Of all the peer-to-peer rental platforms, Airbnb and Vrbo are the two biggest names, and they have a lot in common. But while they both have deals cheaper than most hotel rooms, there are differences between the two that are worth knowing about. Here’s a look at how they compare.

Airbnb has better choices than Vrbo

Both Airbnb and Vrbo are peer-to-peer rental sites that allow private owners to rent out private and commercial space to customers in their app. Vrbo, which means “vacation rentals by the owner,” is actually the older of the two platforms, although there are fewer choices, in part because Vrbo only rents out the entire property and not rooms with shared areas like you might look with Airbnb.

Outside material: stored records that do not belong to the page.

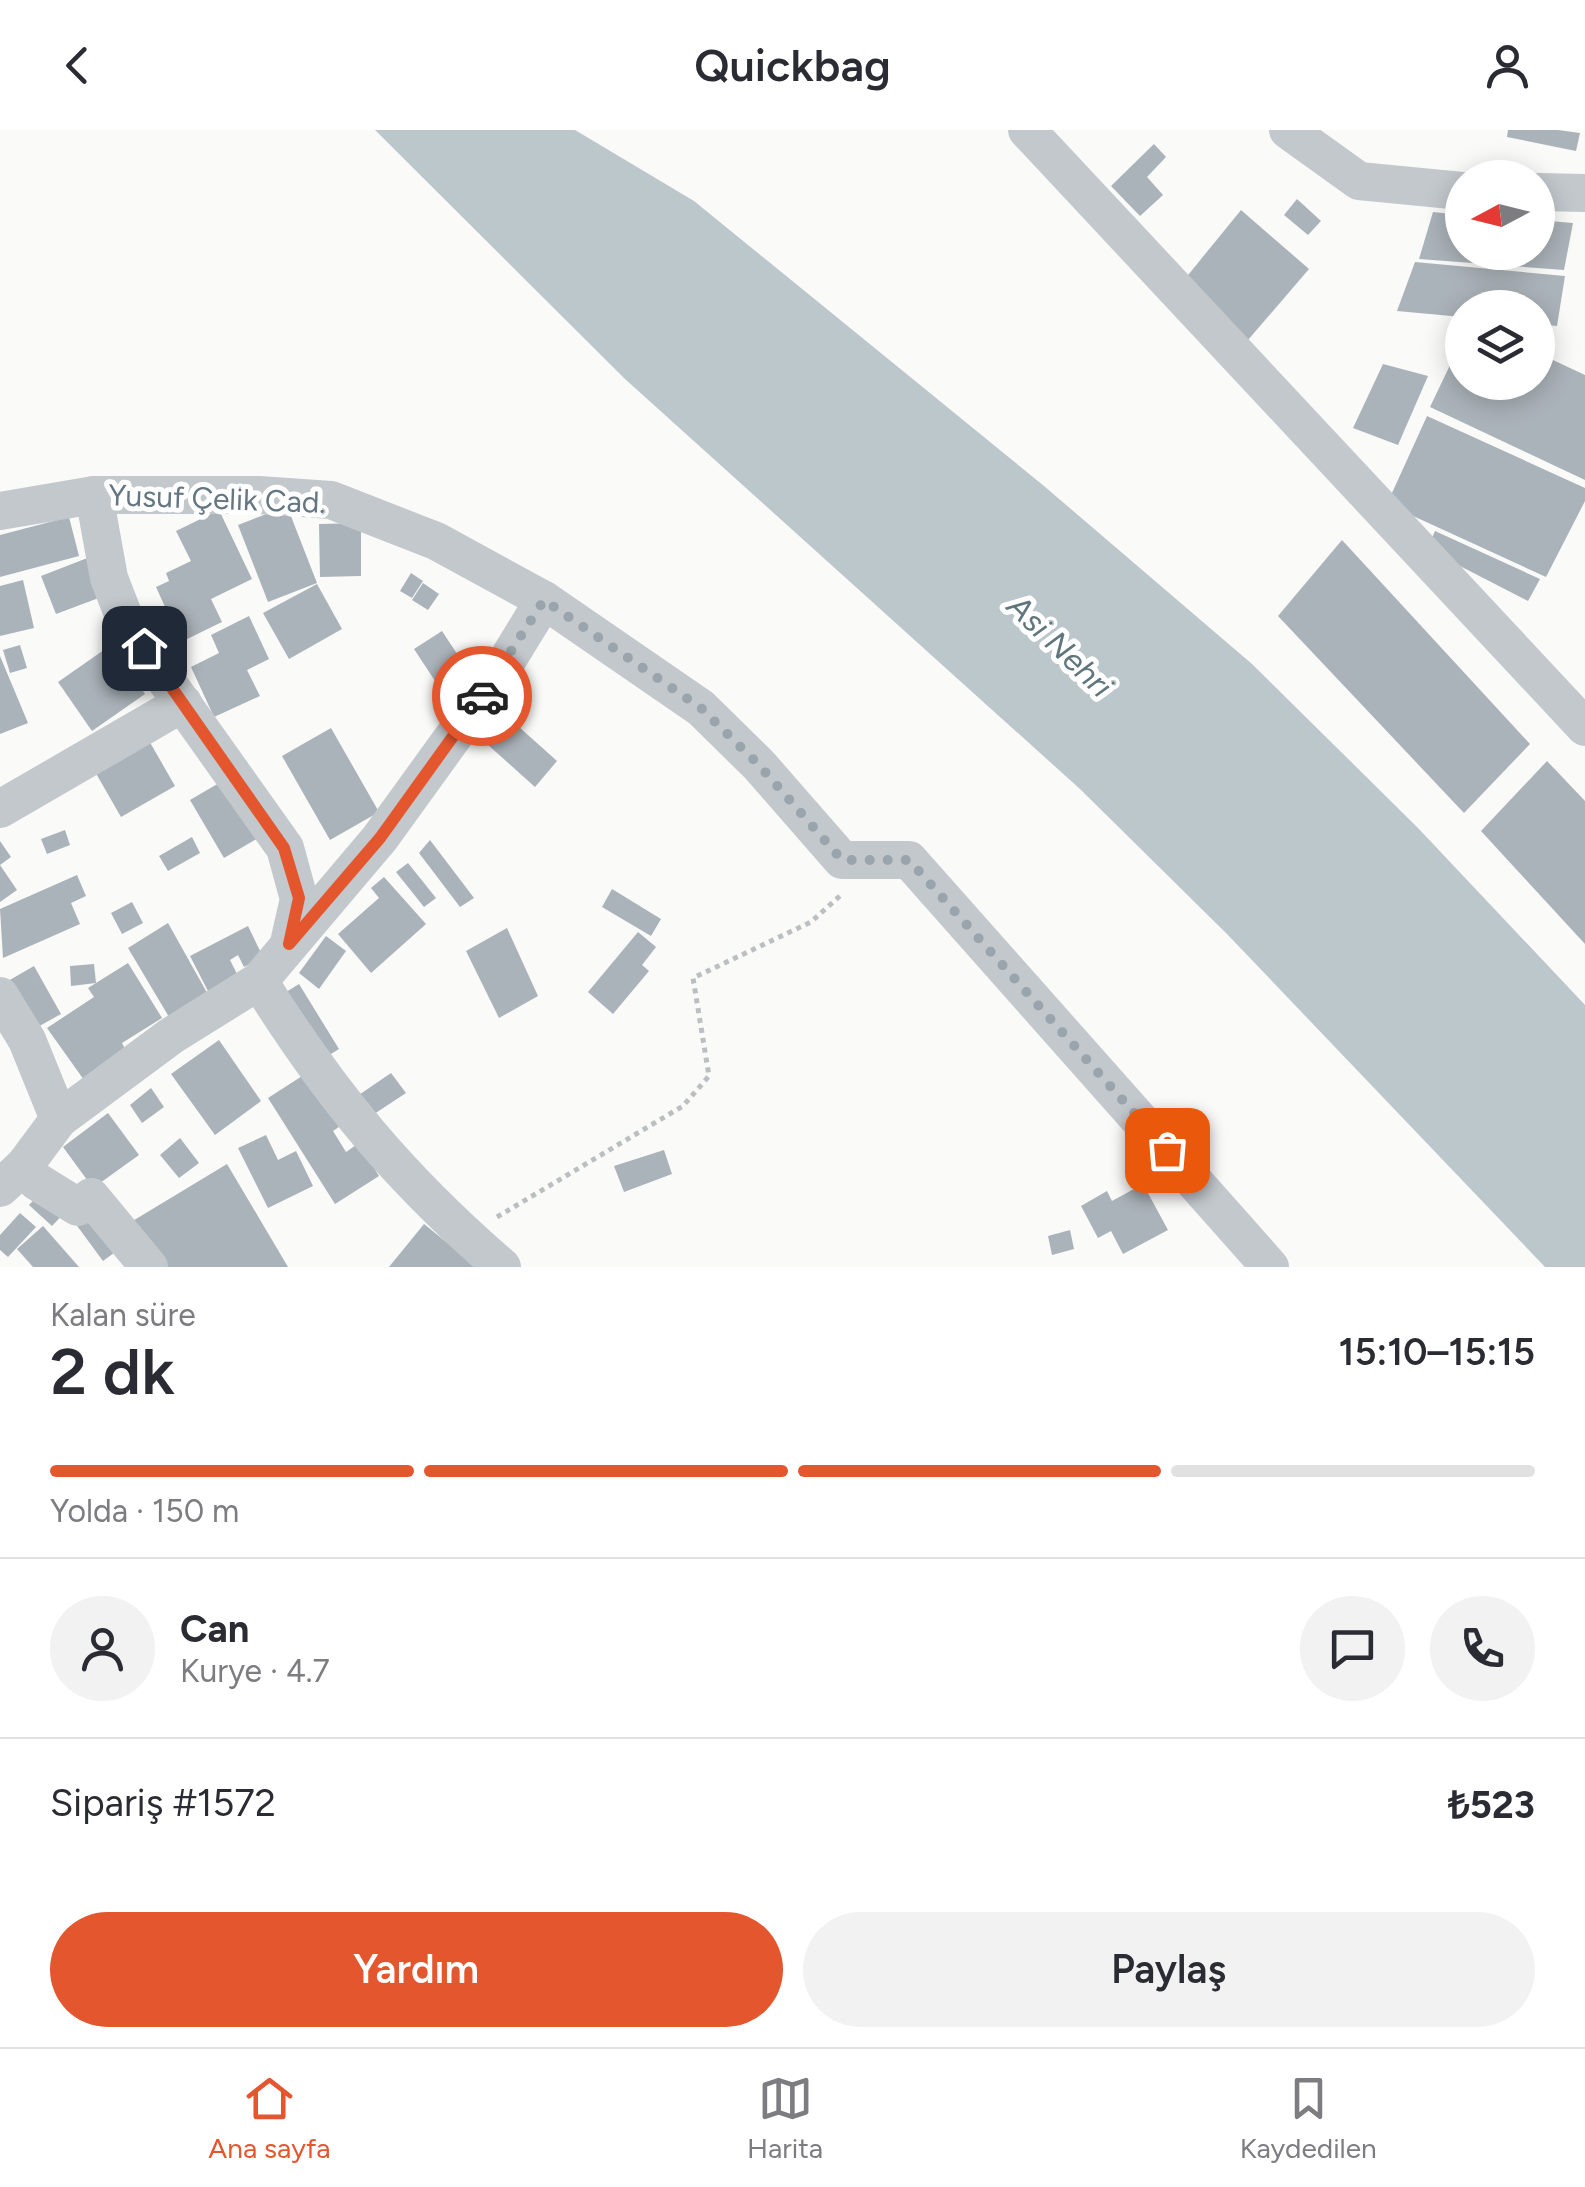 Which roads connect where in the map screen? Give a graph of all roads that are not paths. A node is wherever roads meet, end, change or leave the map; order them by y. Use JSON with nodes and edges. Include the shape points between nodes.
{"nodes":[{"id":1,"x":1027,"y":130,"type":"edge"},
{"id":2,"x":1288,"y":130,"type":"edge"},
{"id":3,"x":1445,"y":188,"type":"edge"},
{"id":4,"x":1555,"y":192,"type":"edge"},
{"id":5,"x":1585,"y":193,"type":"edge"},
{"id":6,"x":94,"y":494,"type":"junction"},
{"id":7,"x":0,"y":511,"type":"edge"},
{"id":8,"x":544,"y":600,"type":"junction"},
{"id":9,"x":182,"y":702,"type":"junction"},
{"id":10,"x":1585,"y":728,"type":"edge"},
{"id":11,"x":0,"y":809,"type":"edge"},
{"id":12,"x":289,"y":944,"type":"junction"},
{"id":13,"x":259,"y":981,"type":"junction"},
{"id":14,"x":0,"y":996,"type":"edge"},
{"id":15,"x":59,"y":1119,"type":"junction"},
{"id":16,"x":12,"y":1177,"type":"edge"},
{"id":17,"x":149,"y":1267,"type":"edge"},
{"id":18,"x":502,"y":1267,"type":"edge"},
{"id":19,"x":1270,"y":1267,"type":"edge"}],
"edges":[{"from":1,"to":10,"type":"street"},
{"from":2,"to":3,"type":"street","via":[[1359,180]]},
{"from":4,"to":5,"type":"street"},
{"from":6,"to":7,"type":"street","name":"Yusuf Çelik Cad."},
{"from":6,"to":8,"type":"street","name":"Yusuf Çelik Cad.","via":[[331,500],[436,540]]},
{"from":6,"to":9,"type":"street","via":[[109,578],[128,627]]},
{"from":8,"to":12,"type":"street","via":[[380,838]]},
{"from":8,"to":19,"type":"street","name":"Yusuf Çelik Cad.","via":[[701,708],[842,860],[909,860]]},
{"from":9,"to":11,"type":"street"},
{"from":9,"to":12,"type":"street","via":[[284,848],[299,898]]},
{"from":12,"to":13,"type":"street"},
{"from":13,"to":15,"type":"street"},
{"from":13,"to":18,"type":"street","via":[[307,1057],[396,1170]]},
{"from":14,"to":15,"type":"street","via":[[27,1040]]},
{"from":15,"to":16,"type":"street"},
{"from":16,"to":17,"type":"street","via":[[36,1180],[78,1207],[90,1197]]}]}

For this reason, the cheapest deals can usually be found on Airbnb, although the trade-off is when you’re looking at common or unusual spaces (for example, I once stayed at a cramped Airbnb that had a toilet in the shower stall, but it was cheap). It’s also worth mentioning that Airbnb has made an effort to break away from its cohabitation roots and is now offering hotel rooms as well.

Prices are comparable between Airbnb and Vrbo.

With both services, you are actually booking directly from the landlord, although Airbnb and Vrbo charge a percentage of each transaction in the form of a service fee. Since each property is unique and the prices depend in part on what the owners want to charge, it is difficult to compare the number of apples to apples between platforms. But overall, the base rates and surcharges for Airbnb and Vrbo are comparable.

Airbnb typically charges an additional 5% to 20% service charge on the subtotal (excluding taxes), which may include the night rate, cleaning fees, and any other additional charges from guests (Airbnb says their discount is usually is 14-16%. ). With Vrbo it is in the same range – you are charged approximately 6% to 12% of the subtotal (net of taxes), which also includes additional fees. As such, since additional fees are set by Airbnb and Vrbo, the total cost varies by property. It’s also worth noting that Airbnb offers discounts on long-term stays, while Vrbo does not.

Airbnb and Vrbo have a variety of cancellation options.

Cancellation policies apply to a wide variety of both Airbnb and Vrbo and can be found on the individual property’s web page when you select a place to stay on either platform. Typically, you can receive a refund based on various cancellation periods prior to the booking date, and again, this is determined by the property owners.

The only hit to Vrbo, at least for customers, is that owners have more options to customize their cancellation policy, which can be confusing to customers. To ensure this policy is not overly burdensome, you need to carefully read the owner’s policy for both Airbnb and Vrbo, but especially Vrbo.

Vrbo’s interface is bulkier than Airbnb, but has better search capabilities.

Vrbo’s design isn’t as attractive as Airbnb’s (it does have ads), but it does offer improved search functionality by letting you filter results by overall rating, popularity, cancellation policy, or cleanliness. This is sorely lacking for Airbnb.

Bottom line

If you only had to choose one platform, Airbnb would be the best choice due to the large selection of sites they offer. But of course, you don’t have to just pick one platform, which means you can continue to use Vrbo as an add-on to Airbnb. Some properties are listed on both sites, so there might be some overlap between the two sites in terms of search results, but there are also listings that are unique to each platform, so you’re more likely to find the best deal by searching on both. Airbnb and Vrbo.